Alice B. Gottlieb2,*, Francesca Chamian{dagger}, Salman Masud*, Irma Cardinale{dagger}, Maria Veronica Abello{dagger}, Michelle A. Lowes{dagger}, Fei Chen*, Melissa Magliocco* and James G. Krueger{dagger}

* Clinical Research Center, University of Medicine and Dentistry of New Jersey -Robert Wood Johnson Medical School, New Brunswick, NJ 08901; and {dagger} Laboratory for Investigative Dermatology, Rockefeller University, New York, NY 10021

The mechanisms of action of marketed TNF-blocking drugs in lesional tissues are still incompletely understood. Because psoriasis plaques are accessible to repeat biopsy, the effect of TNF/lymphotoxin blockade with etanercept (soluble TNFR) was studied in ten psoriasis patients treated for 6 months. Histological response, inflammatory gene expression, and cellular infiltration in psoriasis plaques were evaluated. There was a rapid and complete reduction of IL-1 and IL-8 (immediate/early genes), followed by progressive reductions in many other inflammation-related genes, and finally somewhat slower reductions in infiltrating myeloid cells (CD11c+ cells) and T lymphocytes.
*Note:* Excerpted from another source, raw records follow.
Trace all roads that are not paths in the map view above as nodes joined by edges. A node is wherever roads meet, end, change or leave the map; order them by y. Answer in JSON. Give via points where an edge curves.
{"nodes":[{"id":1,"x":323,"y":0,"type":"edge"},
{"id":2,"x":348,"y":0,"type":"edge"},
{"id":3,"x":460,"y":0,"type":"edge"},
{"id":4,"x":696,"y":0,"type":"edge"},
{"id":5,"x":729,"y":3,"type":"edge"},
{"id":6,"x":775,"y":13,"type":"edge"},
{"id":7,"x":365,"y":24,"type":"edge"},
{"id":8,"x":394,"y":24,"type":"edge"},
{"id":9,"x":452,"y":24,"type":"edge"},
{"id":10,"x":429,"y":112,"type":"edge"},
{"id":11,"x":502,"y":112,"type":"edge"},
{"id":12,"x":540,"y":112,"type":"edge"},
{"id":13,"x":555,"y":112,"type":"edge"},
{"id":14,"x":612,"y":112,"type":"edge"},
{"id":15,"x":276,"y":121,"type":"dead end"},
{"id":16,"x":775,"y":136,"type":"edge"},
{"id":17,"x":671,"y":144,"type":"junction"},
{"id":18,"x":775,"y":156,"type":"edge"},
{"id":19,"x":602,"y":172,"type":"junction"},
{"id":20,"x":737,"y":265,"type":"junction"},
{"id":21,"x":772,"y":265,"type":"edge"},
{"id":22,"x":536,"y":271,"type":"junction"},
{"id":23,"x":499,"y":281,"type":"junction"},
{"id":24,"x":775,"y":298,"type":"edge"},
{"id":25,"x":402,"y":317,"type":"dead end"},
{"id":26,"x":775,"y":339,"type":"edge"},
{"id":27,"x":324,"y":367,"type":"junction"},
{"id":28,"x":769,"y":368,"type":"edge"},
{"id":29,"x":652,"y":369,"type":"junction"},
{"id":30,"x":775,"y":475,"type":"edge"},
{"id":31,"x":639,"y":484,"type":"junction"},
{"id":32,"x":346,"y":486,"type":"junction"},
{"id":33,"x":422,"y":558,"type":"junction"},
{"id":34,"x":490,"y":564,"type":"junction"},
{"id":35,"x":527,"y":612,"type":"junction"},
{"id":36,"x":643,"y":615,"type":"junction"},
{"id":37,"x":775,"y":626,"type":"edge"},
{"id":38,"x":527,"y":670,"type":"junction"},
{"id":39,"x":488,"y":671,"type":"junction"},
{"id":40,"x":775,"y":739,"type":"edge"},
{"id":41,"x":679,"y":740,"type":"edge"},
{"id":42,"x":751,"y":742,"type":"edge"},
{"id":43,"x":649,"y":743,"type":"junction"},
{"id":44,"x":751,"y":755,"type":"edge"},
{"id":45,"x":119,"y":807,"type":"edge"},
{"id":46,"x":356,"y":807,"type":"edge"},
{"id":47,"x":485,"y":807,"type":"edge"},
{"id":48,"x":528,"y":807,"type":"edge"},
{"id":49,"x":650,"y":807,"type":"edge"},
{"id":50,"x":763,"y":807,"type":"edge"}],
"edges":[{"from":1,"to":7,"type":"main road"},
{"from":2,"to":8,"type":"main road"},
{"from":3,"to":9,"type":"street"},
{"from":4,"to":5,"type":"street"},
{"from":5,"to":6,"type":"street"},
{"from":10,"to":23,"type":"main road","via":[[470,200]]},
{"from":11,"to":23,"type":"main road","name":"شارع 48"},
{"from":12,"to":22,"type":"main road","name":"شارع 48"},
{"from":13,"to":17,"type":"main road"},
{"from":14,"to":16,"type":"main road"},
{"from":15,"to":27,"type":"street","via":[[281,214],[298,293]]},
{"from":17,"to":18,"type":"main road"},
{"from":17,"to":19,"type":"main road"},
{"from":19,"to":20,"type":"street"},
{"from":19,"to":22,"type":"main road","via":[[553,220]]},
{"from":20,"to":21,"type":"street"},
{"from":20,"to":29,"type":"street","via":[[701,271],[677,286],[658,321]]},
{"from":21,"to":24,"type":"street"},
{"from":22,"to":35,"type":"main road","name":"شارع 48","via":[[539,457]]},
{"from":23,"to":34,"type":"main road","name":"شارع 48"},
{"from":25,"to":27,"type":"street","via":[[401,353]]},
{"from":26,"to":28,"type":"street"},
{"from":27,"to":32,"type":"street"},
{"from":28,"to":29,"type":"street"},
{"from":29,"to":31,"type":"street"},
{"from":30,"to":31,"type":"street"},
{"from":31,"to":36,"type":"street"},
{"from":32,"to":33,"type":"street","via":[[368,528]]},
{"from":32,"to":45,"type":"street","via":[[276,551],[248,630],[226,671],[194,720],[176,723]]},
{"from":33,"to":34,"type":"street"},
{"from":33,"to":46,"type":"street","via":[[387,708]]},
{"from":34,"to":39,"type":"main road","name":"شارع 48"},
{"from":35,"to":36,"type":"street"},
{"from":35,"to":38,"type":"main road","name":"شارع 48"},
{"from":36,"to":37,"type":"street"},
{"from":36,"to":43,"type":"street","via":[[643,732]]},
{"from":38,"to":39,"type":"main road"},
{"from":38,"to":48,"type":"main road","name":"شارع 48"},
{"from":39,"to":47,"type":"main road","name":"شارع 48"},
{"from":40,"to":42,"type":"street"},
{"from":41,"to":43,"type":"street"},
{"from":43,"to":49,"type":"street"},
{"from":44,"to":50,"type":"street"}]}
The observed decreases in IL-8, IFN-{gamma}-inducible protein-10 (CXCL10), and MIP-3{alpha} (CCL20) mRNA expression may account for decreased infiltration of neutrophils, T cells, and dendritic cells (DCs), respectively. DCs may be less activated with therapy, as suggested by decreased IL-23 mRNA and inducible NO synthase mRNA and protein. Decreases in T cell-inflammatory gene expression (IFN-{gamma}, STAT-1, granzyme B) and T cell numbers may be due to a reduction in DC-mediated T cell activation. Thus, etanercept-induced TNF/lymphotoxin blockade may break the potentially self-sustaining cycle of DC activation and maturation, subsequent T cell activation, and cytokine, growth factor, and chemokine production by multiple cell types including lymphocytes, neutrophils, DCs, and keratinocytes. This results in reversal of the epidermal hyperplasia and cutaneous inflammation characteristic of psoriatic plaques.